Garden City of the south

 

The History

 

     In 1086 the Domesday Survey listed Havant as being owned by the Bishop of Winchester 'for his monks'. From a market town it developed into a thriving medieval community which later became known for its parchment and glove making and cottage industries which were common in many towns. After the opening of the railway to Brighton in 1847 and to London in 1852, Havant developed even further as a dormitory town. The largest of the houses in the area was Leigh Park, situated in nearly 2,000 acres of land to the north of Havant.

     Sir George Staunton purchased the lease of Leigh Park Estate in 1820 and then in 1827, the bought the freehold from the Bishop of Winchester. He spent his leisure time creating the magnificent gardens which remain virtually unchanged today.

     Sir George became Member of Parliament for South Hampshire and later for Portsmouth, living in Leigh Park House until his death in 1859. His successor, William Stone MP, replaced the 18th century house with another in the Victorian Gothic style.
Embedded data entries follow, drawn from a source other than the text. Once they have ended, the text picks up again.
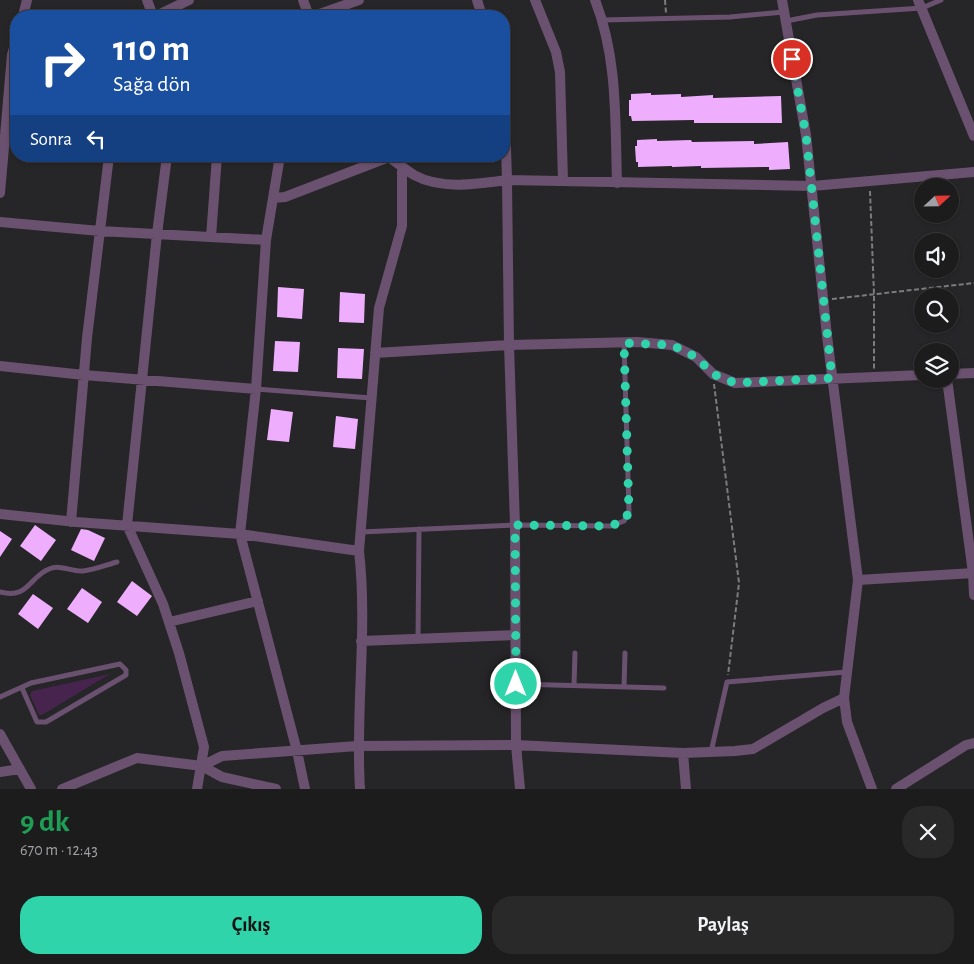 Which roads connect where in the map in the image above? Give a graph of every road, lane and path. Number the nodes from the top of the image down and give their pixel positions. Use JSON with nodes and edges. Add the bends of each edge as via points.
{"nodes":[{"id":1,"x":189,"y":0,"type":"edge"},
{"id":2,"x":360,"y":0,"type":"edge"},
{"id":3,"x":535,"y":0,"type":"edge"},
{"id":4,"x":595,"y":0,"type":"edge"},
{"id":5,"x":665,"y":0,"type":"edge"},
{"id":6,"x":782,"y":0,"type":"edge"},
{"id":7,"x":941,"y":0,"type":"edge"},
{"id":8,"x":920,"y":4,"type":"edge"},
{"id":9,"x":167,"y":10,"type":"edge"},
{"id":10,"x":331,"y":10,"type":"edge"},
{"id":11,"x":785,"y":16,"type":"junction"},
{"id":12,"x":666,"y":18,"type":"junction"},
{"id":13,"x":603,"y":20,"type":"junction"},
{"id":14,"x":10,"y":100,"type":"edge"},
{"id":15,"x":974,"y":136,"type":"edge"},
{"id":16,"x":108,"y":162,"type":"edge"},
{"id":17,"x":166,"y":162,"type":"edge"},
{"id":18,"x":217,"y":162,"type":"edge"},
{"id":19,"x":279,"y":162,"type":"edge"},
{"id":20,"x":376,"y":162,"type":"edge"},
{"id":21,"x":396,"y":162,"type":"edge"},
{"id":22,"x":506,"y":162,"type":"edge"},
{"id":23,"x":402,"y":166,"type":"junction"},
{"id":24,"x":974,"y":172,"type":"edge"},
{"id":25,"x":507,"y":180,"type":"junction"},
{"id":26,"x":563,"y":181,"type":"junction"},
{"id":27,"x":870,"y":181,"type":"junction"},
{"id":28,"x":617,"y":183,"type":"junction"},
{"id":29,"x":812,"y":186,"type":"junction"},
{"id":30,"x":0,"y":193,"type":"edge"},
{"id":31,"x":273,"y":198,"type":"junction"},
{"id":32,"x":0,"y":222,"type":"edge"},
{"id":33,"x":100,"y":231,"type":"junction"},
{"id":34,"x":157,"y":234,"type":"junction"},
{"id":35,"x":211,"y":237,"type":"junction"},
{"id":36,"x":266,"y":240,"type":"junction"},
{"id":37,"x":974,"y":283,"type":"edge"},
{"id":38,"x":874,"y":294,"type":"junction"},
{"id":39,"x":824,"y":300,"type":"junction"},
{"id":40,"x":624,"y":343,"type":"junction"},
{"id":41,"x":509,"y":345,"type":"junction"},
{"id":42,"x":375,"y":353,"type":"junction"},
{"id":43,"x":0,"y":366,"type":"edge"},
{"id":44,"x":974,"y":373,"type":"edge"},
{"id":45,"x":713,"y":374,"type":"junction"},
{"id":46,"x":959,"y":374,"type":"edge"},
{"id":47,"x":84,"y":375,"type":"junction"},
{"id":48,"x":914,"y":375,"type":"edge"},
{"id":49,"x":874,"y":376,"type":"junction"},
{"id":50,"x":143,"y":378,"type":"junction"},
{"id":51,"x":832,"y":378,"type":"junction"},
{"id":52,"x":948,"y":388,"type":"edge"},
{"id":53,"x":256,"y":389,"type":"junction"},
{"id":54,"x":372,"y":398,"type":"junction"},
{"id":55,"x":0,"y":514,"type":"edge"},
{"id":56,"x":72,"y":522,"type":"junction"},
{"id":57,"x":127,"y":525,"type":"junction"},
{"id":58,"x":515,"y":525,"type":"junction"},
{"id":59,"x":419,"y":529,"type":"junction"},
{"id":60,"x":360,"y":532,"type":"junction"},
{"id":61,"x":240,"y":534,"type":"junction"},
{"id":62,"x":359,"y":551,"type":"junction"},
{"id":63,"x":117,"y":562,"type":"dead end"},
{"id":64,"x":974,"y":573,"type":"edge"},
{"id":65,"x":858,"y":580,"type":"junction"},
{"id":66,"x":0,"y":592,"type":"edge"},
{"id":67,"x":974,"y":595,"type":"edge"},
{"id":68,"x":258,"y":601,"type":"junction"},
{"id":69,"x":169,"y":622,"type":"junction"},
{"id":70,"x":516,"y":635,"type":"junction"},
{"id":71,"x":418,"y":639,"type":"junction"},
{"id":72,"x":361,"y":641,"type":"junction"},
{"id":73,"x":575,"y":653,"type":"dead end"},
{"id":74,"x":625,"y":654,"type":"dead end"},
{"id":75,"x":848,"y":672,"type":"junction"},
{"id":76,"x":727,"y":682,"type":"junction"},
{"id":77,"x":516,"y":684,"type":"junction"},
{"id":78,"x":574,"y":685,"type":"junction"},
{"id":79,"x":624,"y":687,"type":"junction"},
{"id":80,"x":22,"y":688,"type":"junction"},
{"id":81,"x":664,"y":688,"type":"dead end"},
{"id":82,"x":0,"y":697,"type":"edge"},
{"id":83,"x":844,"y":698,"type":"junction"},
{"id":84,"x":0,"y":734,"type":"edge"},
{"id":85,"x":974,"y":743,"type":"edge"},
{"id":86,"x":516,"y":745,"type":"junction"},
{"id":87,"x":358,"y":746,"type":"junction"},
{"id":88,"x":297,"y":752,"type":"junction"},
{"id":89,"x":711,"y":752,"type":"junction"},
{"id":90,"x":684,"y":753,"type":"junction"},
{"id":91,"x":202,"y":766,"type":"junction"},
{"id":92,"x":20,"y":769,"type":"junction"},
{"id":93,"x":0,"y":772,"type":"edge"},
{"id":94,"x":31,"y":789,"type":"edge"},
{"id":95,"x":62,"y":789,"type":"edge"},
{"id":96,"x":197,"y":789,"type":"edge"},
{"id":97,"x":276,"y":789,"type":"edge"},
{"id":98,"x":305,"y":789,"type":"edge"},
{"id":99,"x":360,"y":789,"type":"edge"},
{"id":100,"x":520,"y":789,"type":"edge"},
{"id":101,"x":686,"y":789,"type":"edge"},
{"id":102,"x":872,"y":789,"type":"edge"},
{"id":103,"x":896,"y":789,"type":"edge"}],
"edges":[{"from":1,"to":9,"type":"street"},
{"from":2,"to":10,"type":"street"},
{"from":3,"to":26,"type":"street","via":[[556,52],[560,72]]},
{"from":4,"to":13,"type":"street"},
{"from":5,"to":12,"type":"path"},
{"from":6,"to":11,"type":"street"},
{"from":7,"to":8,"type":"lane"},
{"from":8,"to":11,"type":"lane"},
{"from":8,"to":15,"type":"street"},
{"from":11,"to":12,"type":"lane"},
{"from":11,"to":29,"type":"street"},
{"from":12,"to":13,"type":"lane"},
{"from":13,"to":28,"type":"street","via":[[613,73]]},
{"from":14,"to":30,"type":"street"},
{"from":16,"to":33,"type":"street"},
{"from":17,"to":34,"type":"street"},
{"from":18,"to":35,"type":"street"},
{"from":19,"to":31,"type":"street"},
{"from":20,"to":31,"type":"street","via":[[285,198]]},
{"from":21,"to":23,"type":"street"},
{"from":22,"to":25,"type":"street"},
{"from":23,"to":25,"type":"street","via":[[416,176],[442,183]]},
{"from":23,"to":42,"type":"street","via":[[402,226],[379,308]]},
{"from":24,"to":27,"type":"street"},
{"from":25,"to":26,"type":"street"},
{"from":25,"to":41,"type":"street"},
{"from":26,"to":28,"type":"street"},
{"from":27,"to":29,"type":"street"},
{"from":27,"to":38,"type":"path"},
{"from":28,"to":29,"type":"street"},
{"from":29,"to":39,"type":"street"},
{"from":31,"to":36,"type":"street"},
{"from":32,"to":33,"type":"street"},
{"from":33,"to":34,"type":"street"},
{"from":33,"to":47,"type":"street"},
{"from":34,"to":35,"type":"street"},
{"from":34,"to":50,"type":"street"},
{"from":35,"to":36,"type":"street"},
{"from":36,"to":53,"type":"street"},
{"from":37,"to":38,"type":"path"},
{"from":38,"to":39,"type":"path"},
{"from":38,"to":49,"type":"path"},
{"from":39,"to":51,"type":"street"},
{"from":40,"to":41,"type":"street"},
{"from":40,"to":45,"type":"street","via":[[672,345],[696,357]]},
{"from":40,"to":58,"type":"lane","via":[[627,517],[620,524],[610,526]]},
{"from":41,"to":42,"type":"street"},
{"from":41,"to":58,"type":"street"},
{"from":42,"to":54,"type":"street"},
{"from":43,"to":47,"type":"street"},
{"from":44,"to":46,"type":"street"},
{"from":45,"to":51,"type":"street","via":[[735,383]]},
{"from":45,"to":76,"type":"path","via":[[739,583]]},
{"from":47,"to":50,"type":"street"},
{"from":47,"to":56,"type":"street"},
{"from":48,"to":49,"type":"street"},
{"from":49,"to":51,"type":"street"},
{"from":50,"to":53,"type":"street"},
{"from":50,"to":57,"type":"street"},
{"from":51,"to":65,"type":"street"},
{"from":52,"to":64,"type":"street"},
{"from":53,"to":54,"type":"lane"},
{"from":53,"to":61,"type":"street"},
{"from":54,"to":60,"type":"street"},
{"from":55,"to":56,"type":"street"},
{"from":56,"to":57,"type":"street"},
{"from":57,"to":61,"type":"street"},
{"from":57,"to":69,"type":"street"},
{"from":58,"to":59,"type":"lane"},
{"from":58,"to":70,"type":"street"},
{"from":59,"to":60,"type":"lane"},
{"from":59,"to":71,"type":"lane"},
{"from":60,"to":62,"type":"street"},
{"from":61,"to":62,"type":"street"},
{"from":61,"to":68,"type":"street"},
{"from":62,"to":72,"type":"street","via":[[363,584]]},
{"from":63,"to":66,"type":"lane","via":[[85,571],[59,567],[49,569],[21,591],[13,594]]},
{"from":64,"to":65,"type":"street"},
{"from":64,"to":67,"type":"street"},
{"from":65,"to":75,"type":"street"},
{"from":68,"to":69,"type":"street"},
{"from":68,"to":88,"type":"street"},
{"from":69,"to":91,"type":"street","via":[[204,747]]},
{"from":70,"to":71,"type":"street"},
{"from":70,"to":77,"type":"street"},
{"from":71,"to":72,"type":"street"},
{"from":72,"to":87,"type":"street"},
{"from":73,"to":78,"type":"lane"},
{"from":74,"to":79,"type":"lane"},
{"from":75,"to":76,"type":"lane"},
{"from":75,"to":83,"type":"street"},
{"from":76,"to":89,"type":"lane"},
{"from":77,"to":78,"type":"lane"},
{"from":77,"to":86,"type":"street"},
{"from":78,"to":79,"type":"lane"},
{"from":79,"to":81,"type":"lane"},
{"from":80,"to":80,"type":"lane","via":[[31,683],[120,664],[126,670],[126,676],[46,722],[37,722]]},
{"from":80,"to":82,"type":"lane"},
{"from":83,"to":89,"type":"street","via":[[753,749]]},
{"from":83,"to":102,"type":"street","via":[[847,722]]},
{"from":84,"to":92,"type":"street"},
{"from":85,"to":103,"type":"street"},
{"from":86,"to":87,"type":"street"},
{"from":86,"to":90,"type":"street"},
{"from":86,"to":100,"type":"street"},
{"from":87,"to":88,"type":"street"},
{"from":87,"to":99,"type":"street"},
{"from":88,"to":91,"type":"street","via":[[222,756]]},
{"from":88,"to":98,"type":"street"},
{"from":89,"to":90,"type":"street"},
{"from":90,"to":101,"type":"street"},
{"from":91,"to":95,"type":"street","via":[[137,758]]},
{"from":91,"to":96,"type":"street"},
{"from":91,"to":97,"type":"street","via":[[222,778]]},
{"from":92,"to":93,"type":"street"},
{"from":92,"to":94,"type":"street"}]}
He lived there until 1874 when the estate was again put up for sale. In 1875 Leigh Park was sold to the Fitzwygram family and it was they who first encouraged the use of the gardens for childrens' outings and other events.

     I was born in Havant in 1919 and in the 1920's I used to visit the gardems on the Leigh Park Estate and view the flowers - my mother was passionate for flowers but we were never allowed to pick any. We would play in the fields and in the winter go skating on the ponds in the fields because my father knew all the farmers from his work as a blacksmith and we had their permission. We would walk there via New Lane which was just a grass road.'

     Leigh Park Estate was once more advertised for sale by auction in 1936 and a large part was purchased by 'Parkleigh Investments Ltd' for £72,000.

     In 1940 the Admiralty requistioned Leigh Park House for use by the mine design department (UCWE) who were responsible for the design of mines, depth charges and minesweeping. Their research section was sited at the nearby West Leigh House with a manufacturing facility in Martins Road.